By Siobhan Keogh
Tablets were the big consumer product of the day, with both Nokia and Apple unveiling new devices in the last 24 hours.
Nokia’s 4G Windows tablet, the Lumia 2520, is a first for the Finnish company, which until now has focused on constructing mid-range to high-end smartphones for the Windows Phone platform. The Lumia 2520 won’t be running Windows Phone, however – its operating system is the slimmed down version of Windows 8.1, Windows 8.1 RT.
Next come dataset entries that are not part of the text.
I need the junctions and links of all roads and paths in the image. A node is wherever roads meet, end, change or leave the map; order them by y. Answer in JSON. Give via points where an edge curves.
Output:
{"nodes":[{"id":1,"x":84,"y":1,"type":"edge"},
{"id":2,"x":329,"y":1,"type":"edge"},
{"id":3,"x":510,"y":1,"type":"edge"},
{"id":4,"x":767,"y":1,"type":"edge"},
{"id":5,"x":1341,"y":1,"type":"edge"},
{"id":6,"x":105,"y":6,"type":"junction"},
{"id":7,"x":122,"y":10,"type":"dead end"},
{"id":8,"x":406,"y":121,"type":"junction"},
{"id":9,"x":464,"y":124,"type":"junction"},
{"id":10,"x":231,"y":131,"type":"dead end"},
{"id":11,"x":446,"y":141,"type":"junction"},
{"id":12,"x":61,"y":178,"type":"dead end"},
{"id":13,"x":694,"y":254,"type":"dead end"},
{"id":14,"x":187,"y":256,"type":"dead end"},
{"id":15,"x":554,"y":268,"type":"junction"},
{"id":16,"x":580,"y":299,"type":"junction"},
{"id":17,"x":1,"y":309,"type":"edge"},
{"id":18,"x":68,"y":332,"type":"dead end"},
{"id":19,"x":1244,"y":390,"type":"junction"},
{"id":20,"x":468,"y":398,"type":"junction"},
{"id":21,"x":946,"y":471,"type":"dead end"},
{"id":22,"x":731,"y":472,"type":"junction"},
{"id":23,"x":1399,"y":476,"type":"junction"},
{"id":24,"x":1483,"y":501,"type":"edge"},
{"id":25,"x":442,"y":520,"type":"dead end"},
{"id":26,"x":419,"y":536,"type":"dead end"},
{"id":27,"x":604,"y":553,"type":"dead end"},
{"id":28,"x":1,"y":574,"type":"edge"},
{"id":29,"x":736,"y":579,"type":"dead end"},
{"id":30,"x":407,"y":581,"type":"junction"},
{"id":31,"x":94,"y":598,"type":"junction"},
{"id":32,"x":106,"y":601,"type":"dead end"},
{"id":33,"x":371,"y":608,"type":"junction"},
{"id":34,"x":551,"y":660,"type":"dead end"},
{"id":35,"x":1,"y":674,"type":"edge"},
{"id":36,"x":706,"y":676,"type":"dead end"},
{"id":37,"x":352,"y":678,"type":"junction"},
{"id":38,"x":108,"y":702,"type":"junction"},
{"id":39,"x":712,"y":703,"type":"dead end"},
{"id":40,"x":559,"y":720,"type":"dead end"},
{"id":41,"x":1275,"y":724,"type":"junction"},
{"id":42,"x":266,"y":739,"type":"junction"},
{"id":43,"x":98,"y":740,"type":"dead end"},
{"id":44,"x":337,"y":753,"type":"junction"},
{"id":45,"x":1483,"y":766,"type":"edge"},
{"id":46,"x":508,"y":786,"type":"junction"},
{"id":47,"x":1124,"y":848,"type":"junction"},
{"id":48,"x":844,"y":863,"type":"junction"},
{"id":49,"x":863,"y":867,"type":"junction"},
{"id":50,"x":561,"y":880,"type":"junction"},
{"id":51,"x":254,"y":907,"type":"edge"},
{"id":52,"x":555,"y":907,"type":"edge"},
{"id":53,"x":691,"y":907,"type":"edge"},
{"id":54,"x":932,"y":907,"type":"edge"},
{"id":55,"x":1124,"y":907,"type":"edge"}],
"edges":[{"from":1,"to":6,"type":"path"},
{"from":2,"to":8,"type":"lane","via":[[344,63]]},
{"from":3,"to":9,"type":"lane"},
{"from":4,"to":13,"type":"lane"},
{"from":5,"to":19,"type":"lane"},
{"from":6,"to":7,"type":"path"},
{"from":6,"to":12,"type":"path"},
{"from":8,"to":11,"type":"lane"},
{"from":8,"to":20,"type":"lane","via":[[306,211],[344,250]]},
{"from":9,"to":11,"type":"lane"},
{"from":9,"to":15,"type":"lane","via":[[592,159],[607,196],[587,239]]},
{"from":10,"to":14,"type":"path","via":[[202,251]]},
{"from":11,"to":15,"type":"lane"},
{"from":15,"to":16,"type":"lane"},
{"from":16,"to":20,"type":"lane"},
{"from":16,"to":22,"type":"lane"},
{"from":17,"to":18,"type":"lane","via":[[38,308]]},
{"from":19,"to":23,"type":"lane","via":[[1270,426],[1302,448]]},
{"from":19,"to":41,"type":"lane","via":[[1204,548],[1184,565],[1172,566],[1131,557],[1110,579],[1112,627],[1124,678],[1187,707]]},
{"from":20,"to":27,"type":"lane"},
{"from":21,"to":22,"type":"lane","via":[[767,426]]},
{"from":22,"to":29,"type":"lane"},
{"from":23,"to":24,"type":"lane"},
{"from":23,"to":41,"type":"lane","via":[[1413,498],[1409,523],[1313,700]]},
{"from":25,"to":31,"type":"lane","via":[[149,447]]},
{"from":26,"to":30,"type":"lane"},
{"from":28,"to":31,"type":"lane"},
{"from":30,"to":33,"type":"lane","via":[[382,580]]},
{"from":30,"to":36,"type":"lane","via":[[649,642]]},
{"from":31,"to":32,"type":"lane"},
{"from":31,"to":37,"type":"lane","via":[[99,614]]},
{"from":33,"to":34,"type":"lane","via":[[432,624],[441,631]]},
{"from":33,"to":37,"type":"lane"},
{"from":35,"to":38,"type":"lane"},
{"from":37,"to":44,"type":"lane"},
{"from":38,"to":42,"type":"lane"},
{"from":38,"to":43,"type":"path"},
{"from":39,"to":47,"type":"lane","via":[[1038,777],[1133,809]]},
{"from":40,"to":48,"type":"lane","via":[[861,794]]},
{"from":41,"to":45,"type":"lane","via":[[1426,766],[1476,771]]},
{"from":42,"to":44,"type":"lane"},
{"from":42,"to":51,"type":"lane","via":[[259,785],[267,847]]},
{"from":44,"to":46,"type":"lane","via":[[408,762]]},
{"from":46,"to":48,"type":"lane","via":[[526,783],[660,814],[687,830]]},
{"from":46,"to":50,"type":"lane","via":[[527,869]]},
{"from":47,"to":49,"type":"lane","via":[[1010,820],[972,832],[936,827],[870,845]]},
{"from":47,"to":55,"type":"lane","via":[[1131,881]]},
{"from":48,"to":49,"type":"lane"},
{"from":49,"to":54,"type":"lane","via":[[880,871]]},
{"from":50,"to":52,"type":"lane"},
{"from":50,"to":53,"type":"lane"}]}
The Lumia 2520 has a 10.1-inch display – the same size as Apple’s original iPad. It’s also powerful for a Windows RT tablet, with a 2.2GHz quad-core processor and 2GB RAM. That’s slightly more powerful than the Microsoft’s current flagship tablet, the Surface 2.
Given Nokia and Microsoft are more than a little friendly – Microsoft acquired Nokia’s devices and services business earlier this year – it’s interesting that both companies are releasing tablets that are essentially competitors, especially as the Surface 2 just released yesterday. That said, Nokia hasn’t announced a release date for the Lumia 2520 yet, and in the U.S. the Finnish company’s tablet comes with an extra $50 written on the pricetag, so the Surface 2 has its advantages.
Tech blogger Owen Wilson was also confused about the timing of Nokia’s release.
“If the device sticks around – it is beautifully designed, one of the best non-Apple devices I’ve seen – my best guess is it’ll be renamed and put under the ‘Surface’ brand, perhaps to replace the current RT device in the future,” he said.
For fans of Apple’s brand of consumer tech, the company has unveiled a new version of its iPad, called the iPad Air. The iPad Air aligns with Apple’s original line of iPads in that it has a 10.1-inch display, but it weighs just 0.45kg compared to the previous version’s 0.64kg. It might not sound like either of them weigh much, but that kind of difference is certainly noticeable.
Apple also announced a new version of its smaller tablet, the iPad mini.
“What was interesting about the event is it seems they are starting to feel the pressure,” said Wilson on the Apple launch. He pointed out that presenters had spent a significant amount of time talking about the company’s market share and the criticism of ‘haters’.
“I think they’ve suddenly realised they aren’t the only kids in town and Android [and] Microsoft are starting to catch up and ramp up their products.”
But Wilson still thinks the new iPad and iPad mini are compelling. The pricing of those devices has always been lower than Windows tablets, and the low price point of the iPad mini makes it appealing.
For now, Apple’s still very much ahead in the tablet market. However, with analysts claiming that Samsung’s Android tablets are now cannibalising iPad sales, Apple might be right to be wary.